MICHELAU

Fotokurs: Bewusstes Sehen und Knowhow

Ausdruckstarke Tierportraits erfordern dass man sich nicht nur mit dem Tier sondern auch der eigenen Kamera gezielt auseinandersetzt. Anregungen dazu gibt der Kurs des Michelauer Fotoclubs. Foto: Klaus Gagel

Handys sind auf dem besten Weg, in Sachen Fotografie den renommierten Spiegelreflexkameras den Rang abzulaufen. Das schnelle Bild, flugs weitergeleitet via Facebook oder Instagram, gepaart mit den Apps einer automatisierten Bildbearbeitung, verführen zu einer Oberflächlichkeit, bei der die Ästhetik nicht selten auf der Strecke bleibt. Gegen diesen Trend stemmt sich der Fotokurs des Michelauer Fotoclubs „Besser fotografieren“, der am Mittwoch, 18. September beginnt.

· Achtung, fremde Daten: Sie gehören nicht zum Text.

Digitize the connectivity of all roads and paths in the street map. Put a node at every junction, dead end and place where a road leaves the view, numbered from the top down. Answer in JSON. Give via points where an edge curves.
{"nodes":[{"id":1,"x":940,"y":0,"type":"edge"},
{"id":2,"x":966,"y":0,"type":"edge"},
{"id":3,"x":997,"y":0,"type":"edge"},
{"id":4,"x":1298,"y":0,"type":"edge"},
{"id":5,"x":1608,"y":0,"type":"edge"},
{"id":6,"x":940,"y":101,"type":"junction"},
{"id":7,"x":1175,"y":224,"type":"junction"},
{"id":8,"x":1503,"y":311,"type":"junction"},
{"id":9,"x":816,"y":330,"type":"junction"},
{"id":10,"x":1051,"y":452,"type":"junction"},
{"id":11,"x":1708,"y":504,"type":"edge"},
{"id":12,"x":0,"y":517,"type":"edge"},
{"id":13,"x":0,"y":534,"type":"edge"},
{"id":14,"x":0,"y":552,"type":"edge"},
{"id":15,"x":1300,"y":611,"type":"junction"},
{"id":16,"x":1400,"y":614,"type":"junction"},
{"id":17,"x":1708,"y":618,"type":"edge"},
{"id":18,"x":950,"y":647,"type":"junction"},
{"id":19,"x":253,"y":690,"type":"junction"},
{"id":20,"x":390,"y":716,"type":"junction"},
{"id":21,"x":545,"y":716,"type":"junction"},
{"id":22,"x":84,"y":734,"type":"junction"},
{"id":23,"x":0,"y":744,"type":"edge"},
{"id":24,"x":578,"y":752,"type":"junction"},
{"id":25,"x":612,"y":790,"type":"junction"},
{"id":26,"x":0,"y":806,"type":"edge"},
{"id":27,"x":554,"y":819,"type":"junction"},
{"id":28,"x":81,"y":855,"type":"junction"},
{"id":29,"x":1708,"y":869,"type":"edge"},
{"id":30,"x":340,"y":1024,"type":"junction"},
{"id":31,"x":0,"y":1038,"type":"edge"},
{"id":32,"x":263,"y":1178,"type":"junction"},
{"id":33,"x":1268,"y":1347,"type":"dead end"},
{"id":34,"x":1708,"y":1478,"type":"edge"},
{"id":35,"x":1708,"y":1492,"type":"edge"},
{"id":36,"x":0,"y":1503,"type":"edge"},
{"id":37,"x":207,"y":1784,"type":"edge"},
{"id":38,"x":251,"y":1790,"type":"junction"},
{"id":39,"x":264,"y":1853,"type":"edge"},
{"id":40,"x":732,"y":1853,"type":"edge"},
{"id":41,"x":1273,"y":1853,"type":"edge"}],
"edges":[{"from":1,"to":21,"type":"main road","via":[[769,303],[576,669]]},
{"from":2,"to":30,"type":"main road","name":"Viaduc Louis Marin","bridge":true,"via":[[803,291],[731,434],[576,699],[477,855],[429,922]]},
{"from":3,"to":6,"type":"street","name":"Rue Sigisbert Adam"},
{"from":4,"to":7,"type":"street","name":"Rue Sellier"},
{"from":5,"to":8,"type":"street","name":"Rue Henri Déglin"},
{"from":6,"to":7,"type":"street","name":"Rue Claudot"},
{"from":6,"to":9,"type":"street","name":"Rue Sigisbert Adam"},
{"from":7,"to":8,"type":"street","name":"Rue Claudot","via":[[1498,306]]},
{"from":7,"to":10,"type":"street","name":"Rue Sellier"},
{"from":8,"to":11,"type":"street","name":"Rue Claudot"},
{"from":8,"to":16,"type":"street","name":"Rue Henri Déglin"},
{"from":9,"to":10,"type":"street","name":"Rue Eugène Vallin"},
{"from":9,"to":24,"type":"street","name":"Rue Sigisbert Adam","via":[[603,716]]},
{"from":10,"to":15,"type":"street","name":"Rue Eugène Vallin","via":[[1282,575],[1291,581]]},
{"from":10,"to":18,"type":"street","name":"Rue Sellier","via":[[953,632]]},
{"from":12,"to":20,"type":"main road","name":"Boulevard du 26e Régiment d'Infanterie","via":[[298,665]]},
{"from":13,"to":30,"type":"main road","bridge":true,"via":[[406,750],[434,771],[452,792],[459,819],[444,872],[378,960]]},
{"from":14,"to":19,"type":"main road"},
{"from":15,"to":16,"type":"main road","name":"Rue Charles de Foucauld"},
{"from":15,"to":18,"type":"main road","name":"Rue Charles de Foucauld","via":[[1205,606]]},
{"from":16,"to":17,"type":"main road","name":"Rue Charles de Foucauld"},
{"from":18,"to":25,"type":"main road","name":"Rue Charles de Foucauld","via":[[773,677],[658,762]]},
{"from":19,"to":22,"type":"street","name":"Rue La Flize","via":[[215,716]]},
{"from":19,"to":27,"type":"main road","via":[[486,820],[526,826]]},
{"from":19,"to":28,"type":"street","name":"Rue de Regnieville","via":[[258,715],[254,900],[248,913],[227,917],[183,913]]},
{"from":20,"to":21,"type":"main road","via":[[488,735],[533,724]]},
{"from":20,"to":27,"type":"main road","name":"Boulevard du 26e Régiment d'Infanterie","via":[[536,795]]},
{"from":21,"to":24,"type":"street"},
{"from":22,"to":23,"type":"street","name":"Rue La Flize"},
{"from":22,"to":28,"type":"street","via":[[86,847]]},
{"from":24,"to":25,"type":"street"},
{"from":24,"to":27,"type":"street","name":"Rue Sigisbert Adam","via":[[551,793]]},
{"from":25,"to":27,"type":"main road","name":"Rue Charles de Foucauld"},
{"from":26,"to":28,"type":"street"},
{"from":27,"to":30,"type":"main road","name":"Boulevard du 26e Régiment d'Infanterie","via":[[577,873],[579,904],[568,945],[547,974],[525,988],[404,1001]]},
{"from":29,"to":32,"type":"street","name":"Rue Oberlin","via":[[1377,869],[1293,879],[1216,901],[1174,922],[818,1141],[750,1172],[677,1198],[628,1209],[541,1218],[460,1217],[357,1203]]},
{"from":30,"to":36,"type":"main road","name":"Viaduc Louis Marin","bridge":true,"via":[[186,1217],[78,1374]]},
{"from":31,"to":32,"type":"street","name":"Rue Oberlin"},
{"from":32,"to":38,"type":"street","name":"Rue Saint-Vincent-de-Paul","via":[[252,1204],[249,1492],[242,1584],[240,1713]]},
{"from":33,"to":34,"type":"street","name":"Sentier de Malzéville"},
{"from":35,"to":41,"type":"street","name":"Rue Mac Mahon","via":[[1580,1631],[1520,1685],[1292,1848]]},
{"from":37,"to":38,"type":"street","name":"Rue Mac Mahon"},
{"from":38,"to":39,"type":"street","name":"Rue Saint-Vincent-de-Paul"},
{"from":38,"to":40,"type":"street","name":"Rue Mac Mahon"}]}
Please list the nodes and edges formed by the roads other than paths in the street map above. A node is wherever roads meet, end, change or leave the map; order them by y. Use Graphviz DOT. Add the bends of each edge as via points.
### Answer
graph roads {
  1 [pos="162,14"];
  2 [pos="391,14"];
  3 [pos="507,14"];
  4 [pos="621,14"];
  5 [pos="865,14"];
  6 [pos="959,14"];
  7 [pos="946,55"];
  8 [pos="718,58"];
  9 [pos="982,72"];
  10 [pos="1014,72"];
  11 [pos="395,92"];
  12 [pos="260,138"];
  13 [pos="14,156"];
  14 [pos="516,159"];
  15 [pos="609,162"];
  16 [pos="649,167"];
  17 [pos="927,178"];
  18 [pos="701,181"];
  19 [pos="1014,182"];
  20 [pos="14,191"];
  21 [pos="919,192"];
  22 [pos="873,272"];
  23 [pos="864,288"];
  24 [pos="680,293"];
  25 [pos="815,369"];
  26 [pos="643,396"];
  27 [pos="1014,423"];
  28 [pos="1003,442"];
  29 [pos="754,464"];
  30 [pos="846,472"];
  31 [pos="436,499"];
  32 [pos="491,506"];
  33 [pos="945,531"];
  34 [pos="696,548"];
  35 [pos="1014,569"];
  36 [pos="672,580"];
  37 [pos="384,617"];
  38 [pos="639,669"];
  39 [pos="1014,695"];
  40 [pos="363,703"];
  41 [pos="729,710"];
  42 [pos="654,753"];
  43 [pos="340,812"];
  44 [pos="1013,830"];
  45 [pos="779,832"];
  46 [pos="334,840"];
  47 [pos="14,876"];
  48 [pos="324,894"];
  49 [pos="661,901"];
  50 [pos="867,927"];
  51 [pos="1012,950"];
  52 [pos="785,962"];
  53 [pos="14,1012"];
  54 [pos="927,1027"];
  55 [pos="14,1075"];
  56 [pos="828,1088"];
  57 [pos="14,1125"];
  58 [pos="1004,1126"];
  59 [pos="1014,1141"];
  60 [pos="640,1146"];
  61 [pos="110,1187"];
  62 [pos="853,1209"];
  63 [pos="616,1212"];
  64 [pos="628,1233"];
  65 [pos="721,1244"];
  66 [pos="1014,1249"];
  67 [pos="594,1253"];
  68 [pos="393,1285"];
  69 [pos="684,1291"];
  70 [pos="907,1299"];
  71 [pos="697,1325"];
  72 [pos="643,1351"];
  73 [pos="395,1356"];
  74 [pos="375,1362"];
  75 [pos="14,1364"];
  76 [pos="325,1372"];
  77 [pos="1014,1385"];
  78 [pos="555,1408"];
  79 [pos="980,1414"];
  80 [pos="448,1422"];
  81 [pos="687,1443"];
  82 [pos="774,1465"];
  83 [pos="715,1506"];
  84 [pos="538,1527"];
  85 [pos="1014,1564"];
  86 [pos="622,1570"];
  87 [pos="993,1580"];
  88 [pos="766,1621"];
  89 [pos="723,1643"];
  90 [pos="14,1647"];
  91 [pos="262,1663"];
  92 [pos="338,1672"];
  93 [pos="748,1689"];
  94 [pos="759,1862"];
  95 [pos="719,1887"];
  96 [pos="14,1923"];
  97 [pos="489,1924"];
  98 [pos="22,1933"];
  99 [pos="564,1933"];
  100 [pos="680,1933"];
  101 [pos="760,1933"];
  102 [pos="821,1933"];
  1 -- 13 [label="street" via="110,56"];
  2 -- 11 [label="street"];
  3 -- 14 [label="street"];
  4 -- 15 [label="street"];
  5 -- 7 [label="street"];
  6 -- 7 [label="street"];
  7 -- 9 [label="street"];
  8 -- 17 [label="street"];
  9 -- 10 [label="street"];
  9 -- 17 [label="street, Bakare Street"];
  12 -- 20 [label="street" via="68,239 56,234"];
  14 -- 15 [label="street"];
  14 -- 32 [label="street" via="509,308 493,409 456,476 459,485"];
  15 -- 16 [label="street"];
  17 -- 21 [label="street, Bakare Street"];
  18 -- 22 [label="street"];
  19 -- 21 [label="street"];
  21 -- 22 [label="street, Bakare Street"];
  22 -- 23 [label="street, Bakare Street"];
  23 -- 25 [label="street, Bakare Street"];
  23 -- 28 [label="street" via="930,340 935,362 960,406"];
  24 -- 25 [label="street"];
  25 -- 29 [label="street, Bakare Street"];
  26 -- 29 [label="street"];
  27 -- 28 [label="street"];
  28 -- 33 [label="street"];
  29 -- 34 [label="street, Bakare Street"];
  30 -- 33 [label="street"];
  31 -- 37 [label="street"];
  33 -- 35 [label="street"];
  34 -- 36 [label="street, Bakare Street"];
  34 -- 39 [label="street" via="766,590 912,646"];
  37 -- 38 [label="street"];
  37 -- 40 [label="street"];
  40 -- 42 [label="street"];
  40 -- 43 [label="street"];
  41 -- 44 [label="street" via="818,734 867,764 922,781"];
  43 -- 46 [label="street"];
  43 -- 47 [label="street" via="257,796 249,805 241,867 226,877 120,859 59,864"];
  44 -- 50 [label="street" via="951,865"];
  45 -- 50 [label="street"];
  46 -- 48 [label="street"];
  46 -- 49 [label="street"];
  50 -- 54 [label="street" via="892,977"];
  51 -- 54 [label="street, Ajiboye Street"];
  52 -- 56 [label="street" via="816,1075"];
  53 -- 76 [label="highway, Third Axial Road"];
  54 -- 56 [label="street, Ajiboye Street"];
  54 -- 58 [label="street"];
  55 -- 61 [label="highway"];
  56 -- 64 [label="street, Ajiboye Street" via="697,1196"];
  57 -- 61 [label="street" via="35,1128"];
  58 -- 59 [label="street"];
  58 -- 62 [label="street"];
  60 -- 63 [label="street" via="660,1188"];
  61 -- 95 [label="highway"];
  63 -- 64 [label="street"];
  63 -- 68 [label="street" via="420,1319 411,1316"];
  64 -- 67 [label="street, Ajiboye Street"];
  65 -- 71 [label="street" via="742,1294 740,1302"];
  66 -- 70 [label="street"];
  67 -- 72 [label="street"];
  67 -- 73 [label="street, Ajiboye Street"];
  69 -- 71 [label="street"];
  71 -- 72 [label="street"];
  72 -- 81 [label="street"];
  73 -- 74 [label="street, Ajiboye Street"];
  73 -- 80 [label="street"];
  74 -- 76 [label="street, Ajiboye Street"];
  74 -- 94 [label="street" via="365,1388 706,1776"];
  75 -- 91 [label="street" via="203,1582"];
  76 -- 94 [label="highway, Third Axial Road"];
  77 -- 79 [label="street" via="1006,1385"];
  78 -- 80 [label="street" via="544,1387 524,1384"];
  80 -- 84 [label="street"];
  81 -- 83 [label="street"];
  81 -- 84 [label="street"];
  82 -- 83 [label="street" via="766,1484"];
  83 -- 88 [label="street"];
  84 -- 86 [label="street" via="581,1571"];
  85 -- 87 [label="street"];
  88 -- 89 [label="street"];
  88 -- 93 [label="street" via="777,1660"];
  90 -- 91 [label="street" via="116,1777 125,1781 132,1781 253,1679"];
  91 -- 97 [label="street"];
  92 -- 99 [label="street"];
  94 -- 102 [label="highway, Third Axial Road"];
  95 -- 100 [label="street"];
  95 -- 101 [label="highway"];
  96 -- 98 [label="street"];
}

Hier geht es um die Qualität der Bilder, und die setzt in erster Linie ein bewusstes Sehen und darüber hinaus ein gewisses technisches Verständnis voraus. Bewusstes Sehen kann man lernen und trainieren. So entstehen Bilder, vor denen der Betrachter länger stehen bleibt, anstatt sie mit einer Wischbewegung zu überfliegen.

Weil der Automatikmodus so herrlich bequem ist

Mit dem technischen Verständnis ist das so eine Sache. Die Bedienungsanleitungen moderner Spiegelreflexkameras bestehen oft aus mehr aus 100 Seiten. Das verführt nicht gerade dazu, sich mit Blende, Verschlusszeit, ISO-Werten und Weißabgleich gezielt auseinanderzusetzen. Deshalb setzen auch hier viele Fotografen auf den Automatikmodus. Die Kamera wird schon wissen, wie es richtig ist und schließlich kommt ja hinterher fast immer ein gut belichtetes Bild heraus.

Dabei wird oft übersehen, welche Finessen das Bild noch attraktiver gemacht hätten. Der Vergleich mit Fastfood aus der Dose und den Kochkünsten eines Spitzenkochs drängt sich auf.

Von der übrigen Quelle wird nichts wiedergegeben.